1. Junta disebut membungkam siapa pun yang berani berbicara tentang tragedi tersebut
Kelompok sipil bernama Collectif Justice pour Barsalogho (CJB) mengatakan, utusan pemerintah yang tiba di wilayah tersebut lebih sibuk dengan tentara dibandingkan dengan warga sipil yang selamat. Mereka juga menyalahkan tentara karena mengirim penduduk kota ke kematian dengan memaksa mereka menggali parit.
"Kami menyesal bahwa para menteri dapat datang ke Barsalogho dan pergi tanpa melihat air mata atau mendengar tangisan kesedihan komunitas ini. Setiap keluarga sedang berduka. Pemuda telah hancur," kata kelompok itu pekan lalu.
CJB juga menuding pihak berwenang membungkam siapa pun yang berani berbicara tentang tragedi tersebut. Mereka mengatakan bahwa tentara berusaha menculik seorang relawan di Barsalogho pada Kamis (29/8/2024) terkait rekaman audio yang mengecam serangan tersebut.

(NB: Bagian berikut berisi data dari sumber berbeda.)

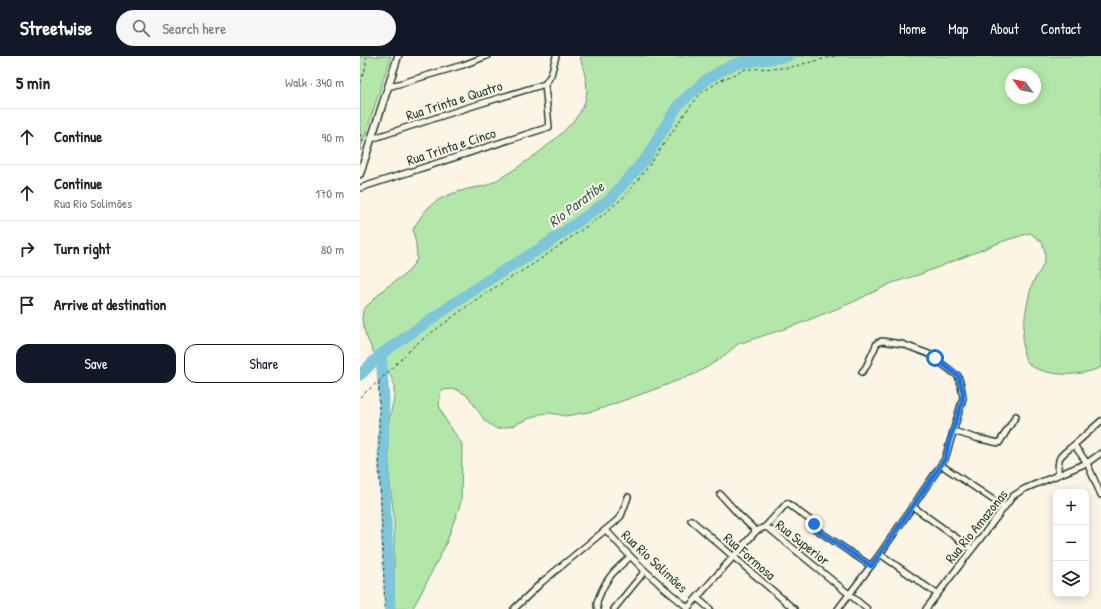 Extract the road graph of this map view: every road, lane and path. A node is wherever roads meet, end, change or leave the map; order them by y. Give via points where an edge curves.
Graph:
1 (366, 56) edge
2 (398, 56) edge
3 (487, 56) edge
4 (556, 56) edge
5 (835, 56) edge
6 (360, 82) edge
7 (545, 84) junction
8 (388, 87) junction
9 (371, 139) junction
10 (360, 174) edge
11 (360, 188) edge
12 (862, 372) dead end
13 (379, 381) junction
14 (360, 397) edge
15 (1016, 416) dead end
16 (1101, 421) edge
17 (954, 428) junction
18 (1074, 446) junction
19 (1101, 453) edge
20 (1087, 463) junction
21 (941, 465) junction
22 (1058, 474) junction
23 (720, 494) dead end
24 (1101, 495) edge
25 (628, 497) dead end
26 (912, 506) junction
27 (1004, 507) junction
28 (691, 520) dead end
29 (760, 529) junction
30 (606, 530) junction
31 (972, 549) junction
32 (880, 554) junction
33 (733, 556) junction
34 (630, 557) junction
35 (871, 566) junction
36 (644, 572) junction
37 (937, 594) junction
38 (850, 595) junction
39 (697, 598) junction
40 (688, 608) edge
41 (385, 609) edge
42 (514, 609) edge
43 (598, 609) edge
44 (614, 609) edge
45 (710, 609) edge
46 (794, 609) edge
47 (838, 609) edge
48 (867, 609) edge
49 (926, 609) edge

1 - 6 path via 366,67
2 - 8 street
3 - 8 street
4 - 7 street via 551,75
5 - 13 path via 787,68 746,69 721,80 701,93 624,197 535,263 481,296 415,344
7 - 9 street, Rua Trinta e Quatro
7 - 11 street, Rua Trinta e Cinco via 549,127
8 - 9 street
9 - 10 street
12 - 17 street via 880,342 902,344 929,354 952,370 960,380 963,398
13 - 14 path
13 - 41 path
15 - 17 street via 999,443 976,438
16 - 18 street
17 - 21 street
18 - 20 street
18 - 22 street via 1060,456
19 - 20 street, Rua Rio Amazonas
20 - 22 street, Rua Rio Amazonas
20 - 24 street
21 - 26 street
21 - 27 street
22 - 27 street, Rua Rio Amazonas via 1016,494
23 - 29 street, Rua Superior via 740,516
25 - 30 street via 619,519
26 - 31 street
26 - 32 street
27 - 31 street, Rua Rio Amazonas
28 - 33 street, Rua Formosa
29 - 33 street
29 - 35 street via 786,503 814,524 814,528
29 - 38 street, Rua Superior via 771,530
30 - 34 street, Rua Rio Solimões
30 - 42 street via 542,582
31 - 37 street, Rua Rio Amazonas
32 - 35 street
32 - 37 street
33 - 39 street
33 - 46 street, Rua Formosa
34 - 36 street, Rua Rio Solimões
34 - 43 street via 605,582 597,604
35 - 38 street
36 - 40 street, Rua Rio Solimões
36 - 44 street
37 - 49 street, Rua Rio Amazonas
38 - 47 street
38 - 48 street, Rua Superior
39 - 40 street
39 - 45 street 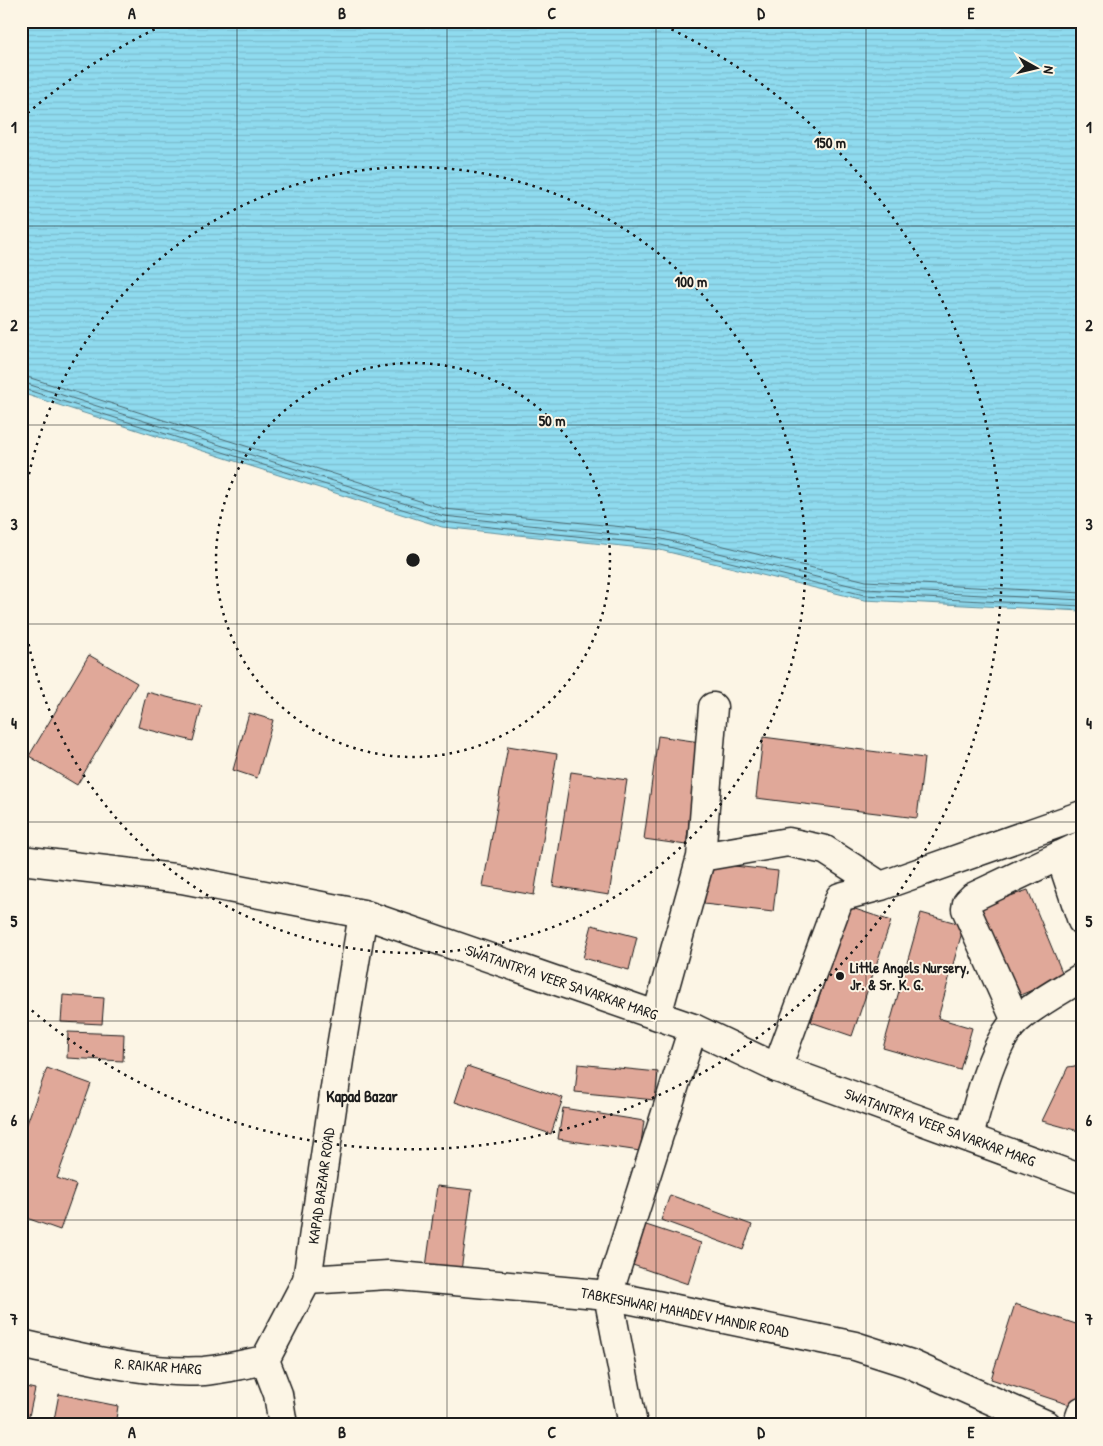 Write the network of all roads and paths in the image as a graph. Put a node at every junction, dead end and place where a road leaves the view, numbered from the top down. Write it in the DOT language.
graph roads {
  1 [pos="713,707"];
  2 [pos="1082,815"];
  3 [pos="1071,850"];
  4 [pos="701,857"];
  5 [pos="21,860"];
  6 [pos="882,886"];
  7 [pos="363,914"];
  8 [pos="1082,921"];
  9 [pos="1079,983"];
  10 [pos="657,1015"];
  11 [pos="1016,1021"];
  12 [pos="693,1028"];
  13 [pos="777,1068"];
  14 [pos="969,1138"];
  15 [pos="1082,1179"];
  16 [pos="307,1280"];
  17 [pos="608,1295"];
  18 [pos="21,1344"];
  19 [pos="265,1360"];
  20 [pos="1082,1411"];
  21 [pos="283,1425"];
  22 [pos="633,1425"];
  23 [pos="1047,1425"];
  24 [pos="1077,1425"];
  1 -- 4 [label="street"];
  2 -- 6 [label="street"];
  3 -- 8 [label="street"];
  3 -- 11 [label="street"];
  4 -- 6 [label="street"];
  4 -- 10 [label="street"];
  5 -- 7 [label="street, SWATANTRYA VEER SAVARKAR MARG"];
  6 -- 13 [label="street"];
  7 -- 10 [label="street, SWATANTRYA VEER SAVARKAR MARG"];
  7 -- 16 [label="street, KAPAD BAZAAR ROAD"];
  9 -- 11 [label="street"];
  10 -- 12 [label="street, SWATANTRYA VEER SAVARKAR MARG"];
  11 -- 14 [label="street"];
  12 -- 13 [label="street, SWATANTRYA VEER SAVARKAR MARG"];
  12 -- 17 [label="street"];
  13 -- 14 [label="street, SWATANTRYA VEER SAVARKAR MARG"];
  14 -- 15 [label="street, SWATANTRYA VEER SAVARKAR MARG"];
  16 -- 17 [label="street, TABKESHWARI MAHADEV MANDIR ROAD"];
  16 -- 19 [label="street"];
  17 -- 22 [label="street"];
  17 -- 23 [label="street, TABKESHWARI MAHADEV MANDIR ROAD"];
  18 -- 19 [label="street, R. RAIKAR MARG"];
  19 -- 21 [label="street"];
  20 -- 24 [label="street"];
} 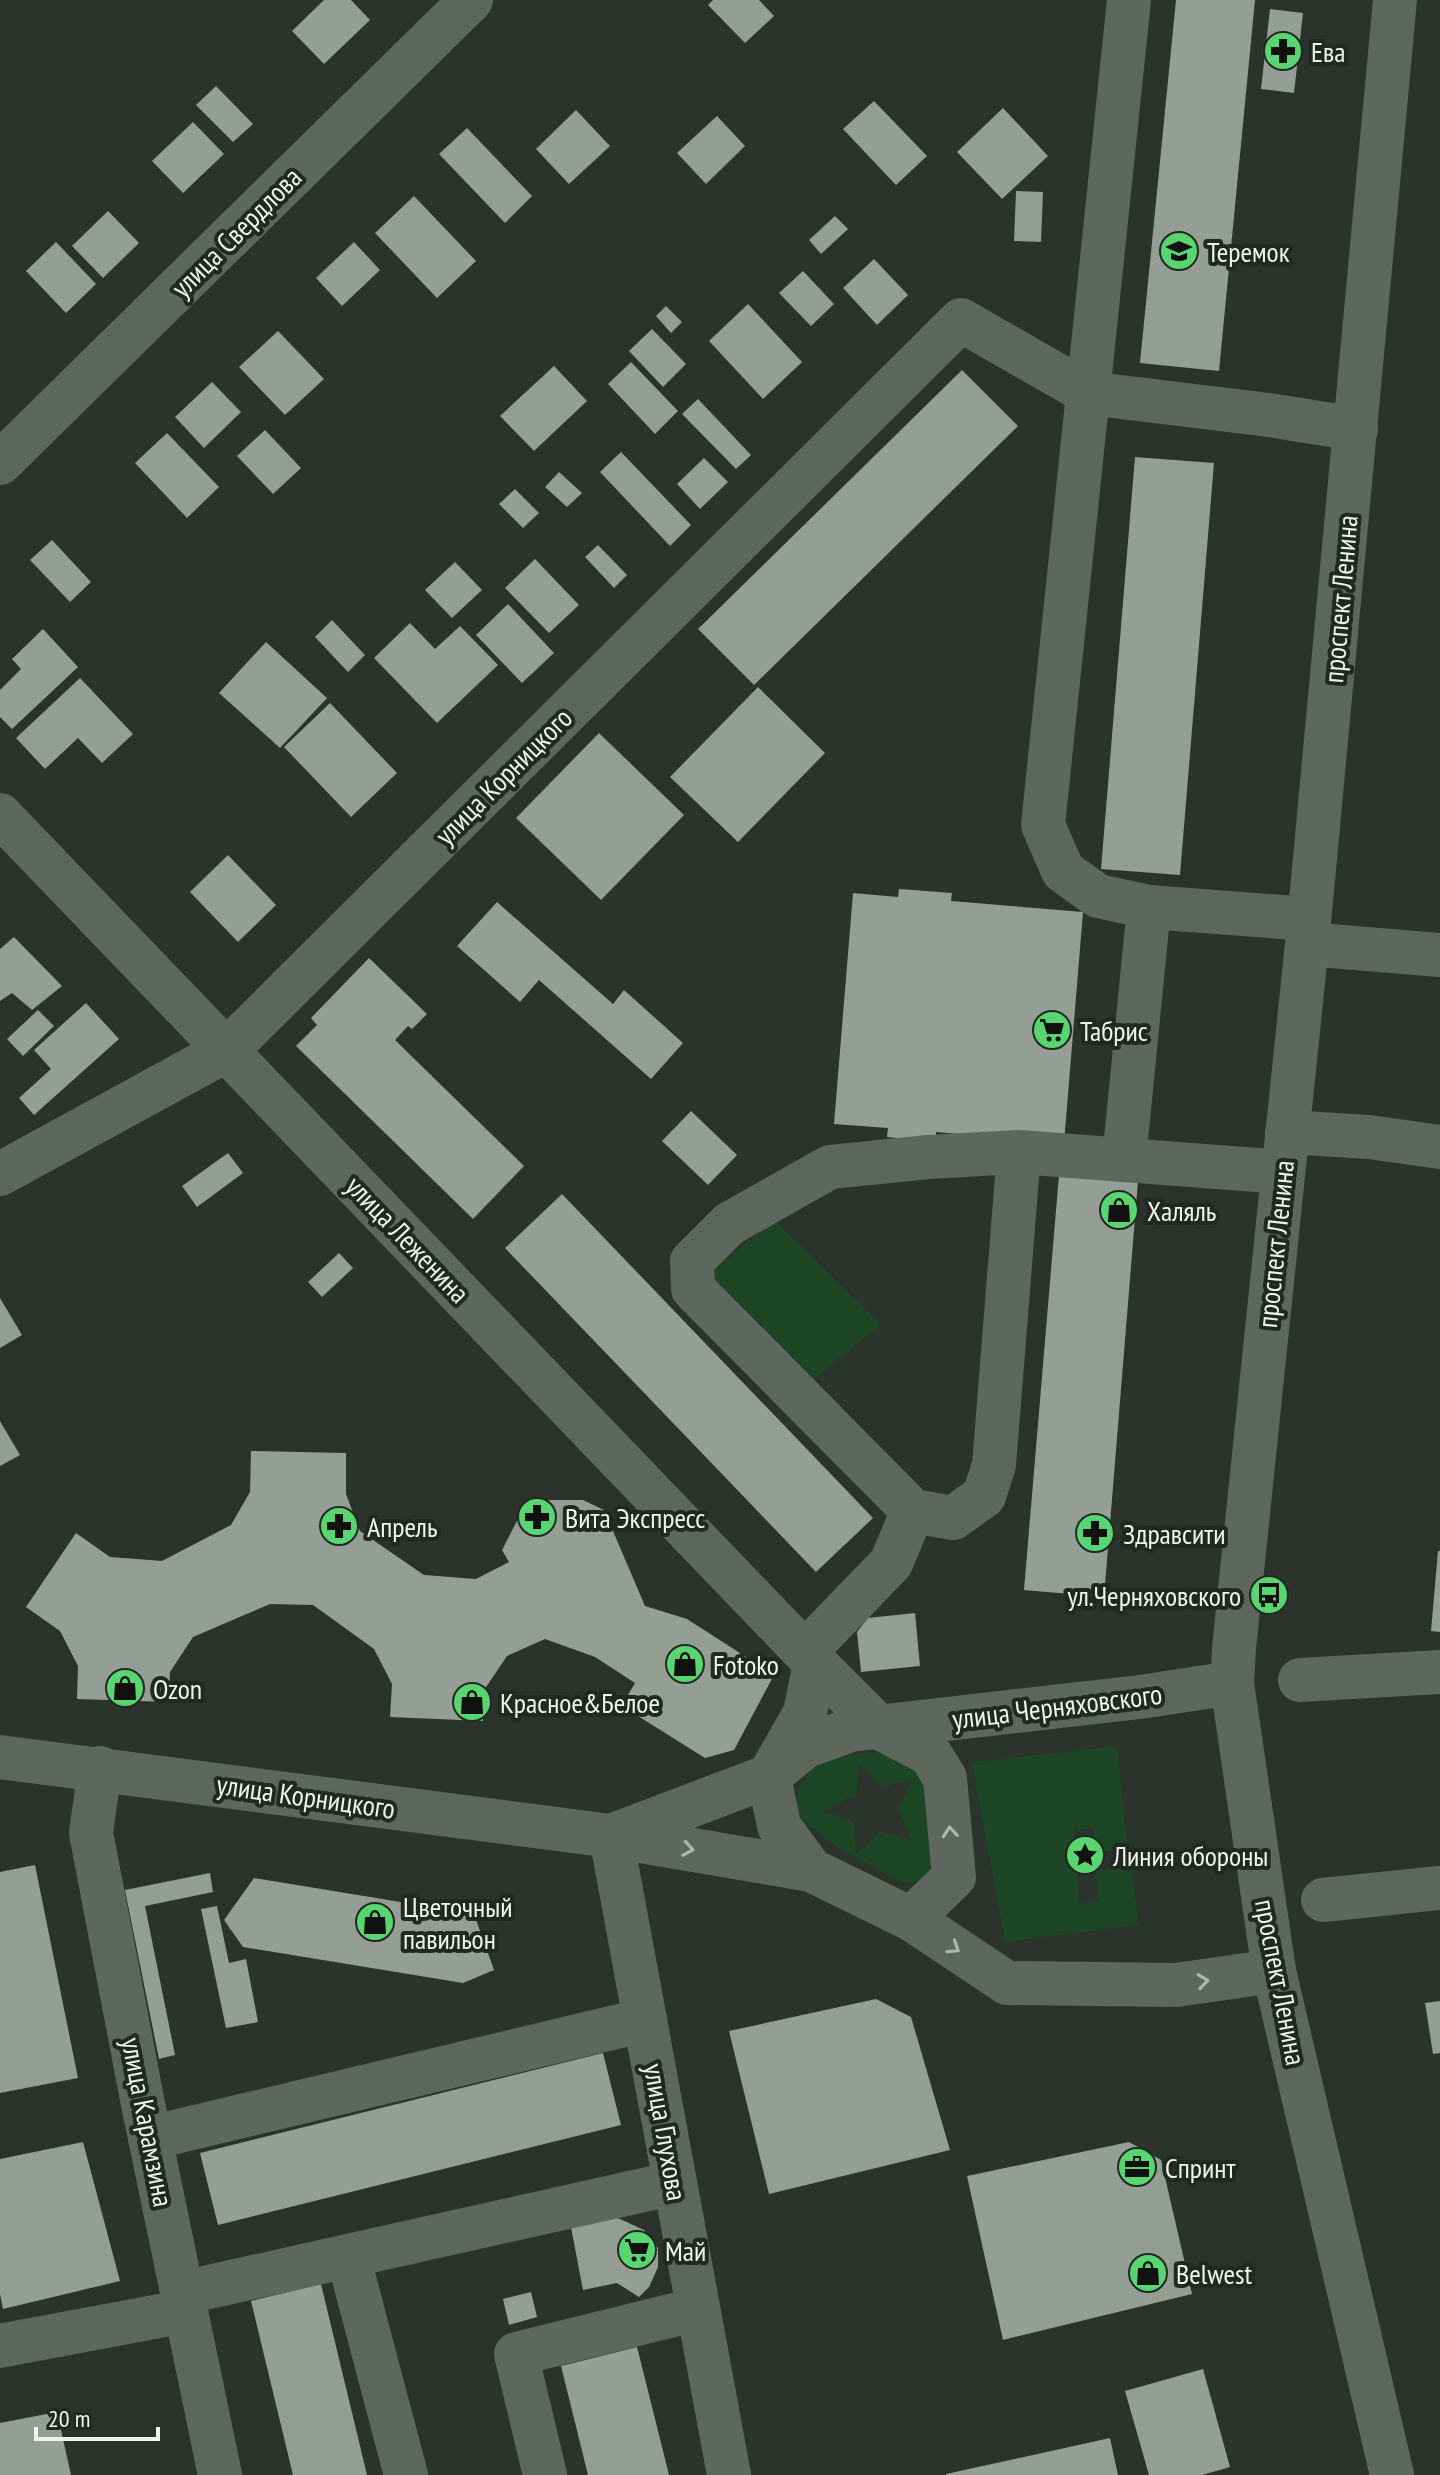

Penculikan berhasil dicegah setelah warga sipil turun tangan, namun seorang aktivis di kota terdekat, Kaya, yang juga terkait dengan rekaman tersebut, hilang pada hari yang sama. Sementara itu, junta tidak menanggapi permintaan komentar.
Seorang sumber di Kaya, yang pernah bekerja di Barsalogho dan masih berkomunikasi dengan orang-orang di sana, mengatakan bahwa tentara mengepung kota tersebut setelah pembantaian, dan mencegah penduduk membicarakan apa yang terjadi.